Architecture for a Multi-Tenant Application
We're writing a web-based inventory management application to be deployed as a multi-tenant service (i.e., customers pay a monthly fee to use the software). There are a variety of approaches, with a few listed below. I'm looking for information / insights / experience to guide us to the best approach.
Option 1. One server instance and one (very large, ever-growing) database.
We're not really considering this option as the database becomes unwieldy quickly co-mingling data is a bad idea.
Option 2. One server instance and a database per client company
Only one Linode needed; could start small and continue to expand its size. Only one TLS (SSL) certificate needed. Data is not co-mingled since each has their own database. Code in one place, which eases software updates.

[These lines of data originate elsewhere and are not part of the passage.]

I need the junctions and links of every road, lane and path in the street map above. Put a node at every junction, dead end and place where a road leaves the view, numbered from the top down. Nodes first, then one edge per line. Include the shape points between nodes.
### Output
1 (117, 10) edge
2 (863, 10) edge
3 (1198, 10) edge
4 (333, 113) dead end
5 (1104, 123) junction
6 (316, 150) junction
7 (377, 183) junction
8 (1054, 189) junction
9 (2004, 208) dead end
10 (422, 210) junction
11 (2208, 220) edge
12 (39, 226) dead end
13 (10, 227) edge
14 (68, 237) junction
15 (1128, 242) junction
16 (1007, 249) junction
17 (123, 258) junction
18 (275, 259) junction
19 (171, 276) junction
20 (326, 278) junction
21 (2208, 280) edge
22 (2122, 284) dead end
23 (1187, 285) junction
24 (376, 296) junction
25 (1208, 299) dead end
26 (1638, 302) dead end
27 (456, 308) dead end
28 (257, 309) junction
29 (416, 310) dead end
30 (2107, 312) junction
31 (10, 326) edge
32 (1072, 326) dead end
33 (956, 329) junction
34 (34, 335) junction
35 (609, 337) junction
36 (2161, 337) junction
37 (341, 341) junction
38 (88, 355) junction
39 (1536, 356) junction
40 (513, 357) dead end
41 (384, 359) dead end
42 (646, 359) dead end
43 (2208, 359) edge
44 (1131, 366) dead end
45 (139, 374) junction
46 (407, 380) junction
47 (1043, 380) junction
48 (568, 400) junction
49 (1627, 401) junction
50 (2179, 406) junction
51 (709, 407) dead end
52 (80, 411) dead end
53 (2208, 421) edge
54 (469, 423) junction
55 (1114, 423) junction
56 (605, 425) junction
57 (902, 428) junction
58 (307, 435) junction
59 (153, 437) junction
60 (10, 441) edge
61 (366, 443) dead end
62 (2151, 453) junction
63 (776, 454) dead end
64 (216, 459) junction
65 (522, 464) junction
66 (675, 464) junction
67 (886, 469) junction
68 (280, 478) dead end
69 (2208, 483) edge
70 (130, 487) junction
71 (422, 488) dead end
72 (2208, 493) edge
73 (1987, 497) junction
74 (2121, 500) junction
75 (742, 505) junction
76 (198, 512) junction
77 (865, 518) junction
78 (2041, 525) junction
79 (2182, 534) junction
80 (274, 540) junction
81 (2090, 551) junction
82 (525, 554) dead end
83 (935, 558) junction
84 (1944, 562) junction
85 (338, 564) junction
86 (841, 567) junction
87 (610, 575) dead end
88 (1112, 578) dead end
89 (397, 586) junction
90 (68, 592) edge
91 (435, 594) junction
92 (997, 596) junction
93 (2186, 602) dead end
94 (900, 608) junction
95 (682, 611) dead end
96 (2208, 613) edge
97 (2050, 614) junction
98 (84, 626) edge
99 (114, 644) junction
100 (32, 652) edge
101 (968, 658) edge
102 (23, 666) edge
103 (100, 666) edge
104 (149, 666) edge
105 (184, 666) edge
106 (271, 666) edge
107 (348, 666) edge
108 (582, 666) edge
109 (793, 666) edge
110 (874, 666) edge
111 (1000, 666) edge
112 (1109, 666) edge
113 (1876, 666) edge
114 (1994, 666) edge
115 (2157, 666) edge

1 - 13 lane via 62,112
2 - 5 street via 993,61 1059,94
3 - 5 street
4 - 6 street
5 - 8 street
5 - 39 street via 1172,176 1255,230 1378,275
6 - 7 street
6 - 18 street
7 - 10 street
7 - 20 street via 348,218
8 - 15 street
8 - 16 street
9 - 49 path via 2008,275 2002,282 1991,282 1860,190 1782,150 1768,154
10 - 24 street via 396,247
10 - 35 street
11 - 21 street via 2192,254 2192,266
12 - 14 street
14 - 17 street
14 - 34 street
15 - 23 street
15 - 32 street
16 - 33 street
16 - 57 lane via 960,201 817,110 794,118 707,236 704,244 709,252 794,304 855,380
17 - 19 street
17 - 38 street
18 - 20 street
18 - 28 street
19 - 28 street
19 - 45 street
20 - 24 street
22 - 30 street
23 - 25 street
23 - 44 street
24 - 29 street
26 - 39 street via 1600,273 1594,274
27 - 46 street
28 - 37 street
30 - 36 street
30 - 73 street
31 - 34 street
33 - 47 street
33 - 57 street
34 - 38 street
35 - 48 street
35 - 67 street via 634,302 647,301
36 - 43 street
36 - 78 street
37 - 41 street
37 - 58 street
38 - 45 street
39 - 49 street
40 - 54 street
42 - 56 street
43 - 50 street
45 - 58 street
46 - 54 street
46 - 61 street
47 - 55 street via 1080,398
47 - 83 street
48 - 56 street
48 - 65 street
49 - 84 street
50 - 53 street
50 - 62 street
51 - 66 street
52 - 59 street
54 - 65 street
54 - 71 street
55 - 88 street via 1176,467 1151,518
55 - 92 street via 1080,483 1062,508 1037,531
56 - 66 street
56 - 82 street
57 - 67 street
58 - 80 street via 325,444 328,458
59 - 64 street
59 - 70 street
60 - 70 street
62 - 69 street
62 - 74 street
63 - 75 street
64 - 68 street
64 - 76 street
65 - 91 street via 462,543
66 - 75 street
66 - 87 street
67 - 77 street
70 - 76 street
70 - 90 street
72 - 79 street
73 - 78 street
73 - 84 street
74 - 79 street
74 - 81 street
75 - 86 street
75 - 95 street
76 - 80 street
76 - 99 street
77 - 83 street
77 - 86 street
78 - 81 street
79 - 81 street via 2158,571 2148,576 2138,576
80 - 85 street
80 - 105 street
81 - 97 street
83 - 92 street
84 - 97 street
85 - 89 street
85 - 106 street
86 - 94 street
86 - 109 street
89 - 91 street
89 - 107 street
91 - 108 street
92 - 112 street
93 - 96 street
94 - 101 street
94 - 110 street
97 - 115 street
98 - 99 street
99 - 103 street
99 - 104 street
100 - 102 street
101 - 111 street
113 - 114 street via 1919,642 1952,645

Option 3. Each client company runs a separate Linode instance with its own database
No co-mingling of data and no competition for computing resources. Each client company could start with $10 Linode and receive an upgrade if they're will to pay extra.
1 Reply
You may actually want to more seriously consider Option 1. Options 2 and 3 may become difficult to scale. With Option 2 deploying database schema changes could become a burden and with option 3 patching and updating your systems will become a large effort.
With proper coding practices in place, data co-mingling, should not be an issue. In fact, co-mingling user data is how most SaaS systems work.